8- Çağdaş hukuk devletlerinde özel görevli mahkemelerin yeri yoktur. Çünkü bu mahkemeler birer ihtisas mahkemeleri olmayıp, uyguladıkları farklı usul kurallarıyla kaçınılmaz biçimde siyasallaşan ve iktidarların gücünü yansıtan yapılardır. Son değişikliklerle bu mahkemelerin kâğıt üzerinde kaldırılmış olması bir aldatmacadan ibaret olup bunlar sadece isim değiştirerek neredeyse aynı hükümler ışığında Terör Mahkemelerine dönüştürülmüştür. Sözde de olsa kaldırılmış bu mahkemelerin halen ellerindeki yargılamaları sürdürüyor olması üzerindeki kuşkuları daha da artırdığı gibi, hukuken kabul edilemez bir durumdur. Bu şekildeki özel görevli mahkemeler artık bir sindirme, yıldırma, tasfiye mercileri haline getirilmiştir. Şu halde özel görevli tüm mahkemeler kaldırılmalıdır.

9- Özel Görevli Mahkemelerin sanıklardan sonra, savunma makamı üzerinde uyguladığı baskı ve kısıtlamalar tahammül edilemez boyuta ulaşmıştır. Bu mahkemelerde avukat sadece bir şekli unsur gibi algılanmakta, savunma yapması kısıtlanmakta ve engellenmekte, söz hakkı tanınmamakta, salondan çıkarılmakta, onlarca duruşmadan men yaptırımları üstelik hukuka aykırı olarak verilmektedir. Bu koşullar altında savunma yapma imkânı olmadığı gibi bu sürecin yargılama, sonucun ise hüküm olarak nitelenebilmesi mümkün değildir.

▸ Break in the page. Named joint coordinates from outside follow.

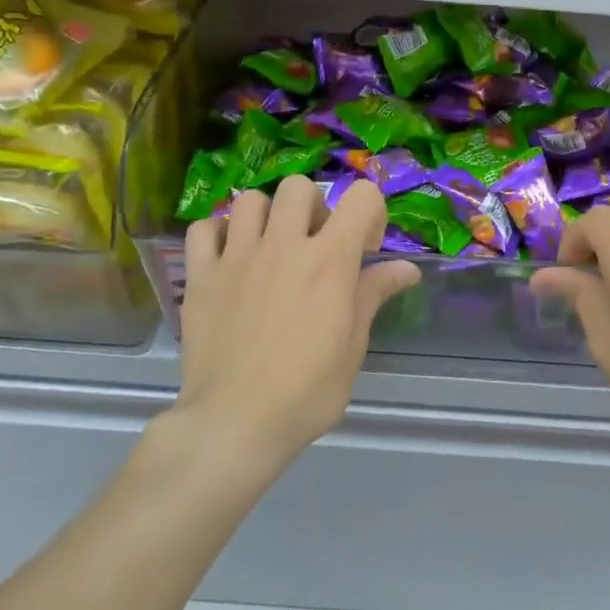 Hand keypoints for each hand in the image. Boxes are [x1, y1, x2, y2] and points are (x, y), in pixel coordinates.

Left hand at [171, 176, 419, 464]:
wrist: (237, 421)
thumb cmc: (308, 391)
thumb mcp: (353, 345)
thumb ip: (374, 294)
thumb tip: (407, 269)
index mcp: (329, 260)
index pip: (361, 196)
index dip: (370, 213)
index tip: (365, 247)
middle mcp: (283, 245)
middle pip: (299, 187)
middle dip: (315, 208)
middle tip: (315, 245)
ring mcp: (237, 257)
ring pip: (251, 199)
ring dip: (267, 216)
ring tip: (270, 248)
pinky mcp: (201, 275)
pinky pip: (204, 229)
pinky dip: (219, 235)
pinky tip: (229, 258)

10- Bugün başta Özel Görevli Mahkemeler olmak üzere yargılamalarda istisna olması gereken tutuklama kural ve sistematik bir uygulama haline gelmiş, bir ön ceza ve infaza dönüşmüştür. Yasal terimlerin tekrarı dışında hiçbir somut gerekçe içermeyen tutukluluk kararları hürriyetin keyfi biçimde kısıtlanması olmaktadır.  

11- Her birisinin belirli şartları ve usulleri olan, gözaltı, yakalama, arama, elkoyma, iletişimin tespiti gibi koruma tedbirlerinin amaç dışı, hukuksuz, yaygın ve sistematik kullanımı bunları hak ve özgürlükler için birer tehdit haline getirmiştir.

12- Demokratik toplumlarda basın, toplumsal denetimi sağlayan en önemli sigortadır. Basının görevi iktidarların varlığının devamını sağlamak değil, halkın doğru bilgilenmesini sağlamak ve toplum adına siyasi iktidarın uygulamalarını değerlendirmek ve denetlemektir. Bu çerçevede basının üzerindeki baskılar ve oto sansür basının bu işlevine büyük zarar vermektedir. Demokratik toplumda basın özgürlüğü,  en az yargının bağımsızlığı kadar önemli ve değerlidir. Bu nedenlerle basın üzerindeki baskılar ve yıldırma girişimleri derhal son bulmalıdır.

13- Bu hukuksuzlukları yapanlar ve yaptıranlar, bir gün bu güvencelerin ve hukuk güvenliğinin kendileri için de gerekli olacağını bilmelidirler.

14- Toplumsal konum ve sorumlulukları gereği bu hukuksuzluklara karşı çıkması gerekip de susanlar, göz yumanlar, görmezden gelenler bu hukuksuzluklara ortak olmakla sorumluluktan ve tarihin yargısından kaçamazlar.

15-Bu nedenle herkesi bu hukuksuzluklara karşı sesini yükseltmeye, demokratik-meşru tepkilerini göstermeye çağırıyoruz.